> _What you need to do_: Count the lines of data below that include "main". Provide only the number.

===== Material supplied =====

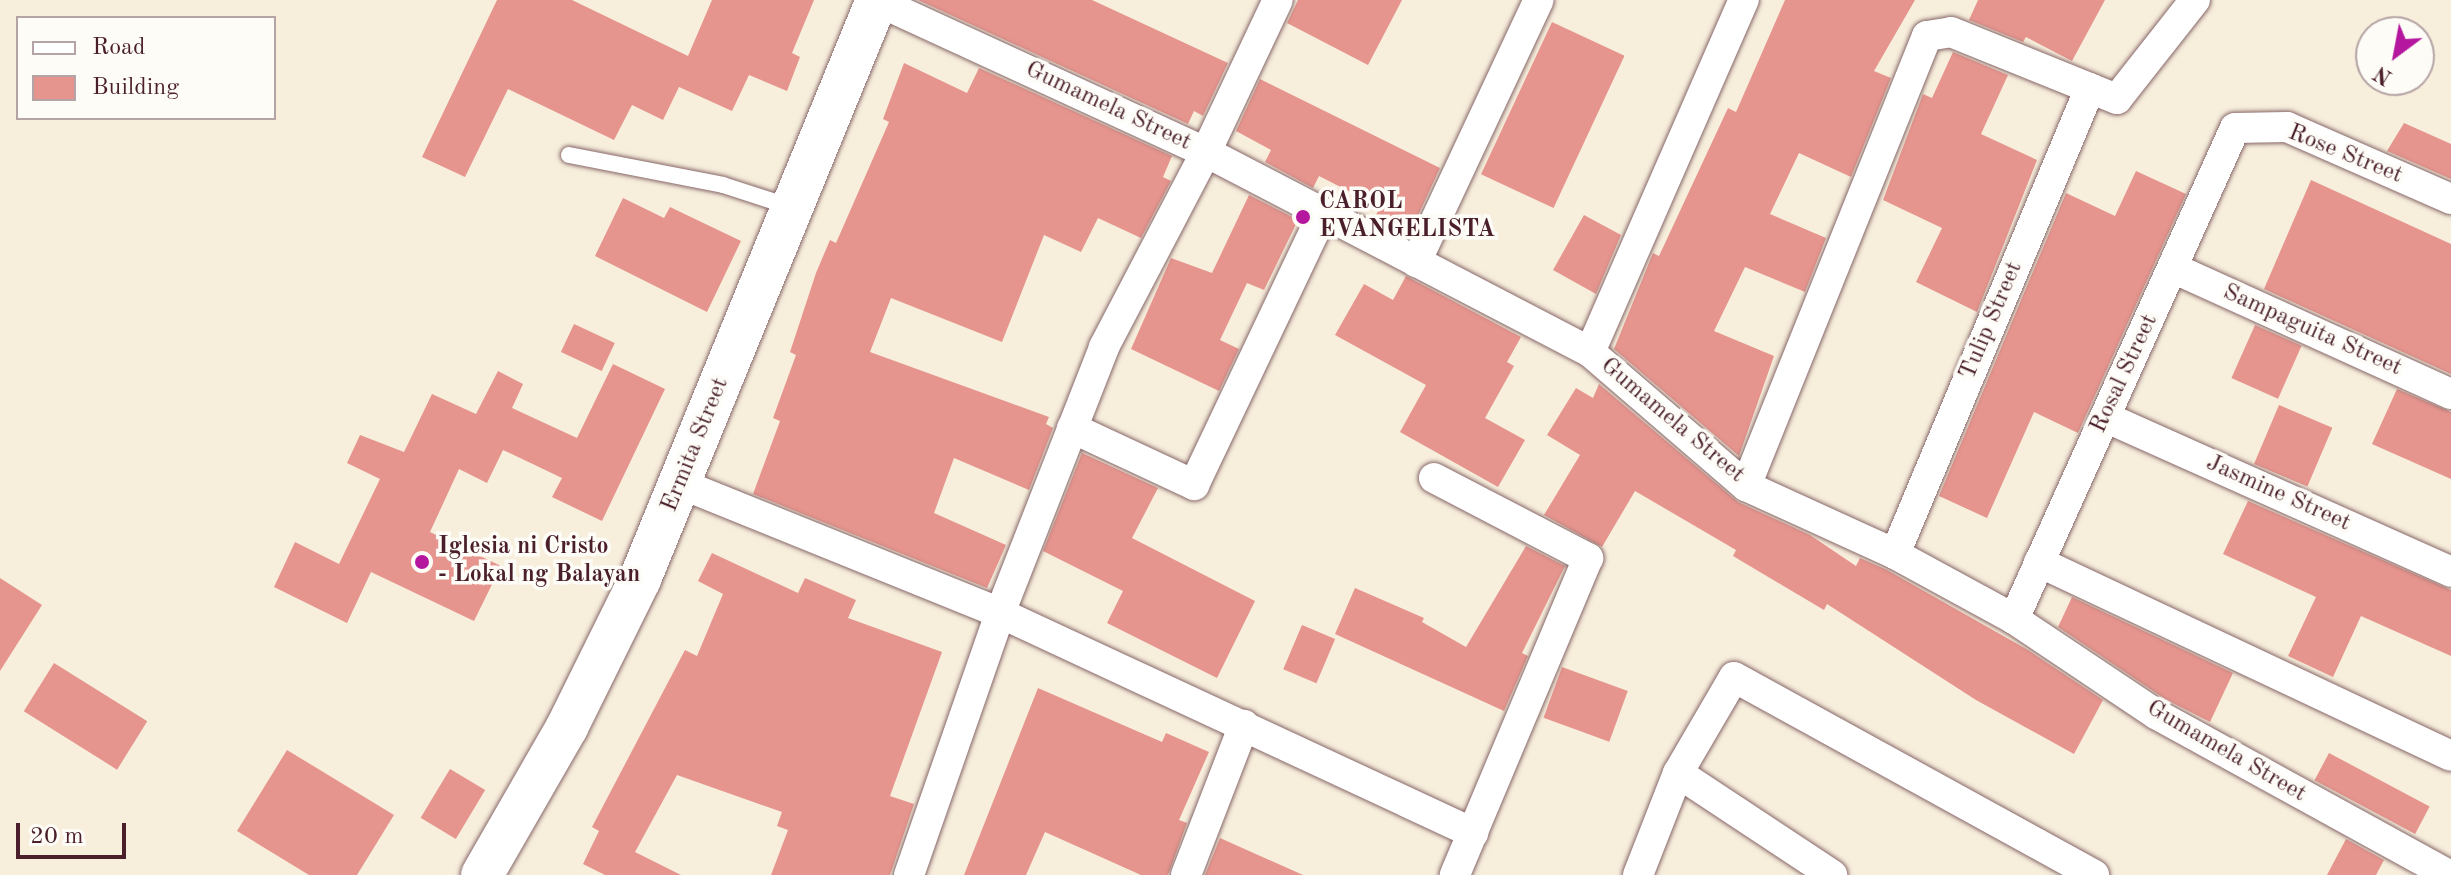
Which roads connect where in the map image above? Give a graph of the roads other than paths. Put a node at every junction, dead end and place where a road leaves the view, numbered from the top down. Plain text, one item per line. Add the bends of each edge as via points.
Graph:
1 (877, 0) edge
2 (1278, 0) edge
3 (1539, 0) edge
4 (1744, 0) edge
5 (2195, 0) edge
6 (2090, 88) junction
7 (2235, 128) joint
8 (1206, 152) junction
9 (569, 155) dead end
10 (2451, 199) edge
11 (792, 208) junction
12 (1323, 213) junction
13 (1416, 262) junction
14 (2173, 268) junction
15 (1590, 352) junction
16 (2451, 394) edge
17 (2105, 417) junction
18 (1072, 428) junction
19 (1434, 478) dead end
20 (681, 484) junction
21 (1746, 486) junction
22 (1895, 554) junction
23 (2039, 562) junction
24 (2451, 572) edge
25 (1000, 613) junction
26 (2014, 619) junction
27 (1244, 725) junction
28 (2451, 756) edge
29 (1678, 773) junction
30 (1473, 833) junction
31 (482, 875) edge
32 (909, 875) edge
33 (1186, 875) edge
34 (1455, 875) edge
35 (1638, 875) edge
36 (1832, 875) edge
37 (2094, 875) edge
38 (2449, 875) edge

1 - 8 street, Gumamela Street
1 - 11 main road, Ermita Street
2 - 8 street
3 - 13 street
4 - 15 street
5 - 6 street via 2117,99
6 - 21 street via 1951,32 1927,36
6 - 22 street, Tulip Street
7 - 10 street, Rose Street via 2287,127
7 - 14 street, Rosal Street
8 - 12 street, Gumamela Street
8 - 18 street via 1104,347
9 - 11 lane via 723,185
11 - 20 main road, Ermita Street
12 - 13 street, Gumamela Street
12 - 18 street via 1194,485
13 - 15 street, Gumamela Street
14 - 16 street, Sampaguita Street
14 - 17 street, Rosal Street
15 - 21 street, Gumamela Street
17 - 23 street, Rosal Street
17 - 24 street, Jasmine Street
18 - 25 street
19 - 30 street via 1588,558
20 - 25 street
20 - 31 main road, Ermita Street via 567,727
21 - 22 street, Gumamela Street
22 - 26 street, Gumamela Street
23 - 26 street, Rosal Street
23 - 28 street
25 - 27 street
25 - 32 street
26 - 38 street, Gumamela Street via 2156,714
27 - 30 street
27 - 33 street
29 - 35 street
29 - 36 street
29 - 37 street via 1734,677
30 - 34 street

=====

> _Answer to this exercise_: 3